Not like the Salt Peddler, who, by the way, is the National Sales something-or-other for his company, and goes around the entire country to all the pool expos holding his Bum Dope Seminars, and while you may think that’s mean for me to call them that, consider that the guy doesn’t even know that you can’t buy liquid chlorine at the pool suppliers here in Dallas, Texas. I mean, he doesn’t have the first idea about the typical chemicals that the average pool serviceman carries on his truck to do his job each day here in Texas. And that’s because he hasn’t considered for a minute the differences in our water over the water in Florida. And that’s because he’s busier coming up with excuses why guys like me are all wrong than he is investigating the claims that salt may not be appropriate for all pools. Like that one in Canada, as-a-big-effing-fer-instance… But he’s sure his Salt System is right for your pool.
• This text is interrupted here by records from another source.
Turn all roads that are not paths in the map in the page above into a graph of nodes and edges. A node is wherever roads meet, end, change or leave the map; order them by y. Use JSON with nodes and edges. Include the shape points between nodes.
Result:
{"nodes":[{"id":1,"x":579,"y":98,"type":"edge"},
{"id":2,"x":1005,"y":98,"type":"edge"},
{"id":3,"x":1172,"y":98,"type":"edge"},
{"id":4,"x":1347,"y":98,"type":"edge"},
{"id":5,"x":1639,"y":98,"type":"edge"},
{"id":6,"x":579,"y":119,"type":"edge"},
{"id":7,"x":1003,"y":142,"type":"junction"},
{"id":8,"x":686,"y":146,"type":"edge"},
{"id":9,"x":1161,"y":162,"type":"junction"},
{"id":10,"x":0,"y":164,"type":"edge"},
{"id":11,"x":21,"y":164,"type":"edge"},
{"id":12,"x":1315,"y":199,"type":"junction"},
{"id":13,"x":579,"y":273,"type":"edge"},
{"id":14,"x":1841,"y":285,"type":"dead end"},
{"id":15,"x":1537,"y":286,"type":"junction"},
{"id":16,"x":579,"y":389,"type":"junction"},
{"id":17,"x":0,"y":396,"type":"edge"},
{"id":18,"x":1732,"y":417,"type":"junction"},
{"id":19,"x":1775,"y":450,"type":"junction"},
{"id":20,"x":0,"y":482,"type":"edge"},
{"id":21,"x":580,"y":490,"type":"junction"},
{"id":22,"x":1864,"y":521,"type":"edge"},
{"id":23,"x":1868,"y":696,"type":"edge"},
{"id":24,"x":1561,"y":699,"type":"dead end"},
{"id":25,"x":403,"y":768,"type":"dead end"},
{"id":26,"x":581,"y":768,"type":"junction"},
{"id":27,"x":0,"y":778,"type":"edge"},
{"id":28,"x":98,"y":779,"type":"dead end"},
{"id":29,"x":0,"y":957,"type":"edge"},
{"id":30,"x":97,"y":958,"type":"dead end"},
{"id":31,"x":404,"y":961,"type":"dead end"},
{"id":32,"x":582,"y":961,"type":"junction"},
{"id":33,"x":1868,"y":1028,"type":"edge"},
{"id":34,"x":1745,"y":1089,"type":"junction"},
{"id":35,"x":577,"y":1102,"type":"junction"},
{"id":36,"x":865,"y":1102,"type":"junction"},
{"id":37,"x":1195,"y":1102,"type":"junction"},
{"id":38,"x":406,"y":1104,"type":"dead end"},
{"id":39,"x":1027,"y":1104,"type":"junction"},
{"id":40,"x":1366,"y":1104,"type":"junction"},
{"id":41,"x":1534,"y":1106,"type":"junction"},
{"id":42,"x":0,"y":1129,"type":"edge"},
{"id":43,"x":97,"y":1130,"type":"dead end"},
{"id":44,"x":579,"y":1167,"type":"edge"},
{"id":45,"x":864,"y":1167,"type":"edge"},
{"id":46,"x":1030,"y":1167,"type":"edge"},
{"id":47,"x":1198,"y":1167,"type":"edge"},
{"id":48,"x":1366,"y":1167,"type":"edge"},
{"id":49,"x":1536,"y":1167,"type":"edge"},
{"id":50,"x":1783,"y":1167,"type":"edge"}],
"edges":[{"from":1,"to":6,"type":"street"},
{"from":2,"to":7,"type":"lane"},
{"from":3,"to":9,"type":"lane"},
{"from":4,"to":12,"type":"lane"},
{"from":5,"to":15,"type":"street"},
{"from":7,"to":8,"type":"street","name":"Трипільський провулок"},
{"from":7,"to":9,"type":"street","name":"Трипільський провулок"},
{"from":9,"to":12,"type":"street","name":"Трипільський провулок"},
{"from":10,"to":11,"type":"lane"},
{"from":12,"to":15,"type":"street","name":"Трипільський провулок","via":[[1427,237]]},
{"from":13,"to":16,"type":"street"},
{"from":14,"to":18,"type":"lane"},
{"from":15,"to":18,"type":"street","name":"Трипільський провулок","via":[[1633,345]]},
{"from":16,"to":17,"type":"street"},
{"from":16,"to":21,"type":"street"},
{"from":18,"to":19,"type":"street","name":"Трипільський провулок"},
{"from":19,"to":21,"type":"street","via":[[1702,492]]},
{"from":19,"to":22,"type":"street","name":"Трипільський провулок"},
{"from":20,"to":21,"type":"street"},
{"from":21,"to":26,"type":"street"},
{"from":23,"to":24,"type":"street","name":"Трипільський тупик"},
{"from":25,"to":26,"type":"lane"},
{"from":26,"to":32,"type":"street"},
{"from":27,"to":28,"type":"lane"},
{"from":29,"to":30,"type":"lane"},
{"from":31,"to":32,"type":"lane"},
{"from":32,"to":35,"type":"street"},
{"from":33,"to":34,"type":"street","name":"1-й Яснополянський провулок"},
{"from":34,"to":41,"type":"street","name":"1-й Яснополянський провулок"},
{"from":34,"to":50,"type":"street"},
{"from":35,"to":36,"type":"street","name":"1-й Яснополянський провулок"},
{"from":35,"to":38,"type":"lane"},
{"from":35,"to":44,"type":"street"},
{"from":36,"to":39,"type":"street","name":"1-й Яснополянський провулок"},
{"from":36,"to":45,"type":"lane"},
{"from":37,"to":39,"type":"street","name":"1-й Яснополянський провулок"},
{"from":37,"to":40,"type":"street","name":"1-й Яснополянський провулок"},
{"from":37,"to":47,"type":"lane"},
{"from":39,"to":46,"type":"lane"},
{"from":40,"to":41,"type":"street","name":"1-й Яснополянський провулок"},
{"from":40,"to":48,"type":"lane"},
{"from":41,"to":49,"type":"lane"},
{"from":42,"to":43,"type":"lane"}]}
And all I can say is that this guy’s not unique. His level of understanding is pretty typical of most of the Sales Reps I run into. Their knowledge of the subject is usually very regional. In fact, it’s often so regional that if they don’t see the problem on their own pool in their own back yard, then it doesn’t exist. Not to mention that the Sales Boss told them it doesn’t exist. Now, you’ll usually find a lot more technical knowledge when you talk to their Technical Reps. That’s the nature of the beast, Salesmen Sell; Tech Reps Fix – and keep their mouths shut.

The other unique flaw inherent in trying to represent salt systems, and one that’s not really been very well explored, is that for a guy to properly represent them he needs to be a technical AND chemical whiz kid. So far, I haven’t met any of those. But then, if a guy was both, he would see how deeply flawed the technology is, and he wouldn’t want to Sell It or Fix It.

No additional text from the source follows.